TAX ALERT – Qualified Business Income Deduction Alert
When the Tax Cuts and Jobs Act (“TCJA”) first came out, many professionals who were not eligible to make use of the new 20% deduction for flow-through income, known as Qualified Business Income (“QBI”), tried to find ways to separate the parts of their businesses that were eligible for the QBI deduction from the parts that were not.
The IRS lists a number of specified service trade or businesses (“SSTBs”) that do not qualify for the QBI deduction. Consultants, doctors, lawyers, and financial services providers are among the list, along with a catch-all for any trade or business where the principal asset is the reputation or skill of one of its employees.
By creating additional companies, in an attempt to crack their practices into separate parts, some of which would perform the functions of the businesses that were eligible for the deduction, professionals such as doctors and financial advisors hoped to take advantage of a potential loophole to get the benefit of the 20% QBI deduction. By paying fees from a non-eligible business (i.e., medical practice, etc.) to a property rental or administrative management company that one owned, one could increase the income to QBI-eligible businesses, the income from which would receive a 20% deduction, while decreasing income to the non-QBI-eligible business, the income from which is taxed in full.

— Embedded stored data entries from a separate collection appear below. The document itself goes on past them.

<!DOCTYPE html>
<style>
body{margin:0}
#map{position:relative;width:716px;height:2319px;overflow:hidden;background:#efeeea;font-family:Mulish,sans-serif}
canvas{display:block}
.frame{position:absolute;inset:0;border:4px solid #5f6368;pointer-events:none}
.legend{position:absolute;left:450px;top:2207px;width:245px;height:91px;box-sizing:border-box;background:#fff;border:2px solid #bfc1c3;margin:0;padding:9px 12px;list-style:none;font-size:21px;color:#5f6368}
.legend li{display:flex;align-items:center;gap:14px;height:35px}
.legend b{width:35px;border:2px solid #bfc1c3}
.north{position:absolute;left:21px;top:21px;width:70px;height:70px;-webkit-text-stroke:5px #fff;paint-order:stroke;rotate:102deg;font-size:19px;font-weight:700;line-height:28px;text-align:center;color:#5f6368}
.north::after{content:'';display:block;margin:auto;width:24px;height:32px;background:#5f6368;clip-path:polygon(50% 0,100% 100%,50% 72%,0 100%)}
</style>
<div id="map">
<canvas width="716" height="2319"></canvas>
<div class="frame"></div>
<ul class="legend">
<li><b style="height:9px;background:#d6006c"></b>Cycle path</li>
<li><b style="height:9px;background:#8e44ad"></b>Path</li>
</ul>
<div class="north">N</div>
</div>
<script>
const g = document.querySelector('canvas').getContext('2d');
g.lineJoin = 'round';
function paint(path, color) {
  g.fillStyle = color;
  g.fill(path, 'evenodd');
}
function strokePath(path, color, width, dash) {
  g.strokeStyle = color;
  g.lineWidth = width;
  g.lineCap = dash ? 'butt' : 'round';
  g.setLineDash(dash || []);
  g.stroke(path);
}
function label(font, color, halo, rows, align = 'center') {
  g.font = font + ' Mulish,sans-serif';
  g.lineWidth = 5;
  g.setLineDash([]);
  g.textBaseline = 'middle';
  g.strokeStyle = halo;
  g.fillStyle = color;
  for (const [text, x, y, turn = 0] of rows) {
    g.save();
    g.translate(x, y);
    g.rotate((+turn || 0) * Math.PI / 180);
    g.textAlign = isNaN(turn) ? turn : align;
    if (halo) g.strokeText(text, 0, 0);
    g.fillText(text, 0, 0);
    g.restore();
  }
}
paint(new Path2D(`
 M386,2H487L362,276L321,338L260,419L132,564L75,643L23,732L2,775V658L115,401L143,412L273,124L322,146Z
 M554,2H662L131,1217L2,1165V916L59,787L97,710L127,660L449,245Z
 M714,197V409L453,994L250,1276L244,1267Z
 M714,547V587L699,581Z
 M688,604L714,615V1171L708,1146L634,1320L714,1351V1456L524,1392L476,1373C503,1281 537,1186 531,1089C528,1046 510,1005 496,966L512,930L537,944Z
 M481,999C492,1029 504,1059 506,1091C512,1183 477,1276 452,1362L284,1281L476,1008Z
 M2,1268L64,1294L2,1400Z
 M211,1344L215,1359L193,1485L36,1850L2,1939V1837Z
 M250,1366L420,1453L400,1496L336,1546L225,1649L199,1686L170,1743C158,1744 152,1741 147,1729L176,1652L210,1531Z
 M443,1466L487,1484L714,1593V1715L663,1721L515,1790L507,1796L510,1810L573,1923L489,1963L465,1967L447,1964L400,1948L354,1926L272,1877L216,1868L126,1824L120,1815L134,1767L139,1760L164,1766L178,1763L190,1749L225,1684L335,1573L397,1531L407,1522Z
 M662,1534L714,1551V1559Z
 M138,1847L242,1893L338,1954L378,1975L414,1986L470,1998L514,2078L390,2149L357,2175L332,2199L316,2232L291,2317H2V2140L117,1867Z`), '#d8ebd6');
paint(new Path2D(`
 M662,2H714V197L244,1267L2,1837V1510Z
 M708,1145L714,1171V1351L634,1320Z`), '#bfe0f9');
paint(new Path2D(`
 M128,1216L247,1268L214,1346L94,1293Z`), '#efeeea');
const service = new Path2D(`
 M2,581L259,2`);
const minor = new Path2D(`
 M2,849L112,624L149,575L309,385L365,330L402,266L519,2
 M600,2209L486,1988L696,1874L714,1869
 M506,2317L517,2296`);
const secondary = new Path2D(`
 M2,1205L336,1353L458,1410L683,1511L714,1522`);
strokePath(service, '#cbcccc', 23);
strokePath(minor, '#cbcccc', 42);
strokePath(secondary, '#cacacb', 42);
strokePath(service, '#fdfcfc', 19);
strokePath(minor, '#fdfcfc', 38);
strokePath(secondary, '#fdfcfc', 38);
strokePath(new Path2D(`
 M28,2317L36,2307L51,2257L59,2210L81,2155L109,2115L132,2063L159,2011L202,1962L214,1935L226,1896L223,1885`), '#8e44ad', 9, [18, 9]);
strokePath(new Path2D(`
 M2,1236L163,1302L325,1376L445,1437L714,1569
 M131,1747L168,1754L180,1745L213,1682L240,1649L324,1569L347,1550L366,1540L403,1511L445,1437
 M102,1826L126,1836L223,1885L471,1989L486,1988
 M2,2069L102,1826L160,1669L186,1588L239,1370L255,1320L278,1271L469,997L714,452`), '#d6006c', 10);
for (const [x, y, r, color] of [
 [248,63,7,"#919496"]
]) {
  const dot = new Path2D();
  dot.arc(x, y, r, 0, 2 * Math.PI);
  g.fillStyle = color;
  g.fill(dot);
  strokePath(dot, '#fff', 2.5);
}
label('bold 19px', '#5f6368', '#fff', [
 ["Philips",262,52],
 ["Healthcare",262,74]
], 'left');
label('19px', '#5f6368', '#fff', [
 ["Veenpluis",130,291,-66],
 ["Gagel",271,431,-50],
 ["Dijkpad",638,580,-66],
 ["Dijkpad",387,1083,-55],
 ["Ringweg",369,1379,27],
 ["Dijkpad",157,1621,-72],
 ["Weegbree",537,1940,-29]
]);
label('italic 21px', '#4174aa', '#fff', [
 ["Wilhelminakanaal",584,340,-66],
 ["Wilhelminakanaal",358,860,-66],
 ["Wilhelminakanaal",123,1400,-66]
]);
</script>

The IRS closed this potential loophole in proposed regulations addressing this particular strategy, which it believes is inconsistent with the purpose of the statute that provides the QBI deduction. The restriction implemented by the IRS applies where at least half of the ownership in the separately created business is the same as that of the SSTB. For example, if a doctor owns a building by way of a single-asset LLC and rents half the building to his own medical practice and the other half to non-related businesses, the renting of half of the building to his medical practice will itself be treated as an SSTB, not eligible for the QBI deduction.
Any restructuring that was done previously to effectuate a deduction should be accounted for accordingly. Be wary of taking the QBI deduction on pieces of your business that were once part of a whole.